El hermano Longinos de Santa María
era la perla del convento. Perla es decir poco, para el caso; era un estuche,
una riqueza, un algo incomparable e inencontrable: lo mismo ayudaba al docto
fray Benito en sus copias, distinguiéndose en ornar de mayúsculas los
manuscritos, como en la cocina hacía exhalar suaves olores a la fritanga
permitida después del tiempo de ayuno; así servía de sacristán, como cultivaba
las legumbres del huerto; y en maitines o vísperas, su hermosa voz de sochantre resonaba armoniosamente bajo la techumbre
de la capilla. Mas su mayor mérito consistía en su maravilloso don musical; en
sus manos, en sus ilustres manos de organista. Ninguno entre toda la comunidad
conocía como él aquel sonoro instrumento del cual hacía brotar las notas como
bandadas de aves melodiosas; ninguno como él acompañaba, como poseído por un
celestial espíritu, las prosas y los himnos, y las voces sagradas del canto
llano. Su eminencia el cardenal —que había visitado el convento en un día
inolvidable— había bendecido al hermano, primero, abrazádole enseguida, y por
último díchole una elogiosa frase latina, después de oírle tocar.
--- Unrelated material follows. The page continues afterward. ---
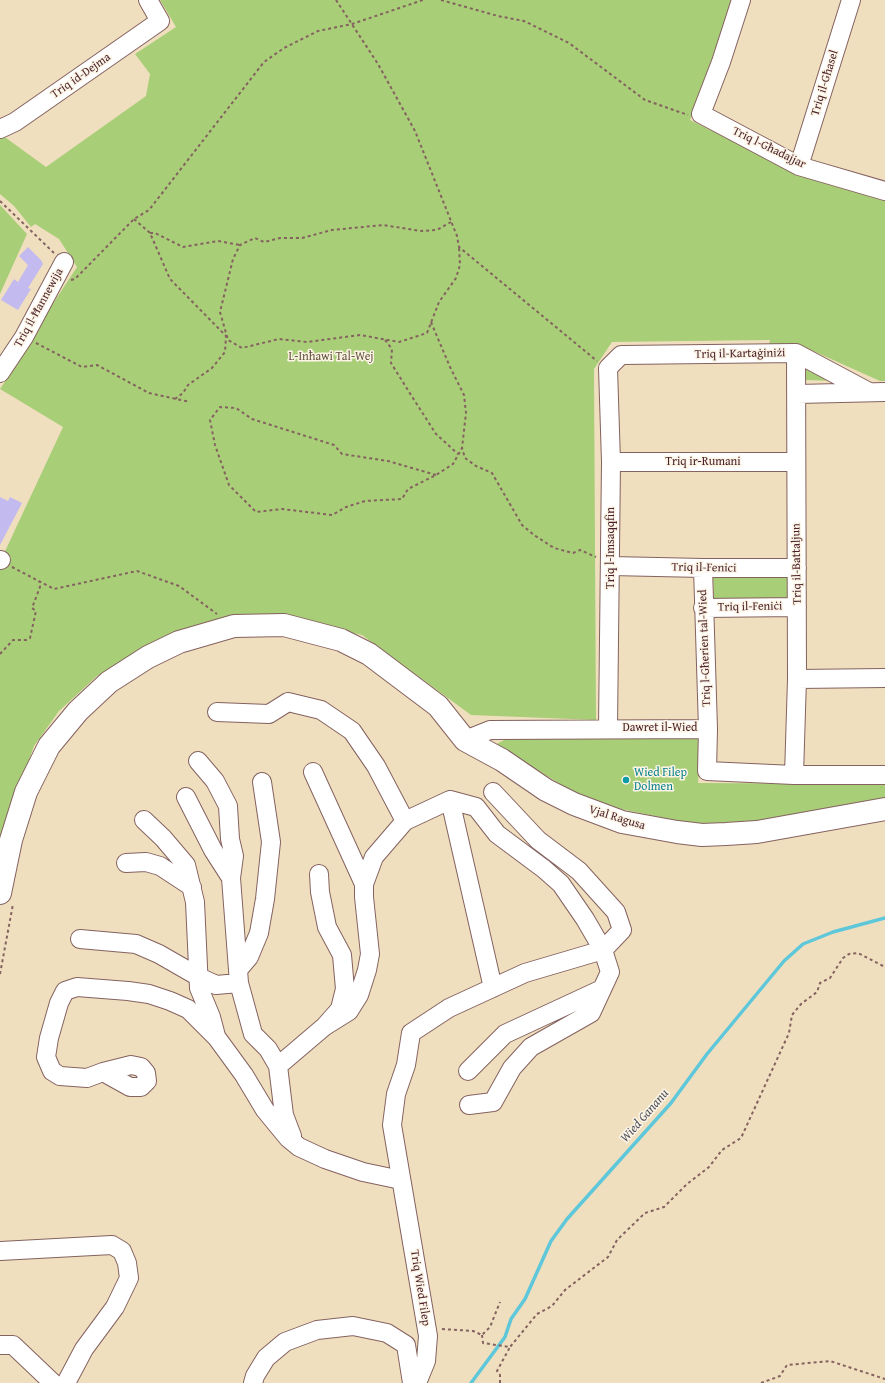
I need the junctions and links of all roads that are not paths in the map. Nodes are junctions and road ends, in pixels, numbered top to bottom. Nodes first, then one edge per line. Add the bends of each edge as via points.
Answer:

Todo lo que
en el hermano Longinos resaltaba, estaba iluminado por la más amable sencillez
y por la más inocente alegría. Cuando estaba en alguna labor, tenía siempre un
himno en los labios, como sus hermanos los pájaritos de Dios. Y cuando volvía,
con su alforja llena de limosnas, taloneando a la borrica, sudoroso bajo el
sol, en su cara se veía un tan dulce resplandor de jovialidad, que los
campesinos salían a las puertas de sus casas, saludándole, llamándole hacia
ellos: "¡Eh!, venid acá, hermano Longinos, y tomaréis un buen
vaso..." Su cara la podéis ver en una tabla que se conserva en la abadía;
bajo una frente noble dos ojos humildes y oscuros, la nariz un tantico
levantada, en una ingenua expresión de picardía infantil, y en la boca
entreabierta, la más bondadosa de las sonrisas.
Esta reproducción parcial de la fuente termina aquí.